When I went into see the patient there were a couple of bruises on the back side of her shoulder. “Have you seen the back side of your shoulder?” I asked.
“No”, she replied.
“Well, it’s kind of bruised. I think that I may have been a little too aggressive and I apologize. Is there something I can do for this?” I asked in a very nervous tone.
“I want the same type of massage you gave me last time. I have not had any symptoms since you worked on my shoulder and it feels GREAT!” She stated. I was relieved.
While the following may not be true for all carpal tunnel patients, it is true for anyone who spends the majority of their time at a desk and computer. Sitting with your arms at your side performing work produces a constant strain on several muscle groups in order to stabilize your shoulders and arms. The medial head of the tricep is one of these muscles. Many of the nerves and blood vessels that supply the hands and forearms run through or near the inside triceps muscle and their duties can be decreased when these muscles get short and tight.

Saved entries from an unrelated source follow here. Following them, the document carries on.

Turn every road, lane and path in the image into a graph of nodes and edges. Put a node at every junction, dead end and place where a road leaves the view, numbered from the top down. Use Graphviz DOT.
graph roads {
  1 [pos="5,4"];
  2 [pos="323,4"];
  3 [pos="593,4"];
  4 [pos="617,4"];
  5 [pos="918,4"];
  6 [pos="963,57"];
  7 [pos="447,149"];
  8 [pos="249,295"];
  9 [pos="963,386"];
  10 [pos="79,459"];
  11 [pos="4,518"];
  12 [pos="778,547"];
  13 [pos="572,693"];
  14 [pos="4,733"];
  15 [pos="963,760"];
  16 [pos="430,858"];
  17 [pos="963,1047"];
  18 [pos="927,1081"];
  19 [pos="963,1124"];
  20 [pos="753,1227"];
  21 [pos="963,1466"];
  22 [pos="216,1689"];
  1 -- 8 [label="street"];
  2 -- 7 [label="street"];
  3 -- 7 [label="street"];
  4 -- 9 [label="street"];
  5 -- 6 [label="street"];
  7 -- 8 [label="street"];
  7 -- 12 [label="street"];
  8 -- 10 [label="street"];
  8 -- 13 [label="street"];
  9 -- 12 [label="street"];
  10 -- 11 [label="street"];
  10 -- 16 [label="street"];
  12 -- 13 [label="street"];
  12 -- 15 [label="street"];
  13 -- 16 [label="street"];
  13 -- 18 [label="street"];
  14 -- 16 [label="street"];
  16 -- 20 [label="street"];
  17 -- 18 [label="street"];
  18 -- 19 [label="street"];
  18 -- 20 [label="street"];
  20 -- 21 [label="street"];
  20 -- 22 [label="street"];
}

I have since avoided aggressively massaging my patients like this and have since incorporated triceps exercising and stretches when treating carpal tunnel patients. The seated overhead triceps extension with light weights is an excellent way to stretch and strengthen the back of the arm. There are other stretches and exercises too. If you don’t want to lift weights you can still stretch the back side of your arm by going overhead and reaching for the middle of your back. This is an excellent way to keep the shoulder stretched out and stay limber.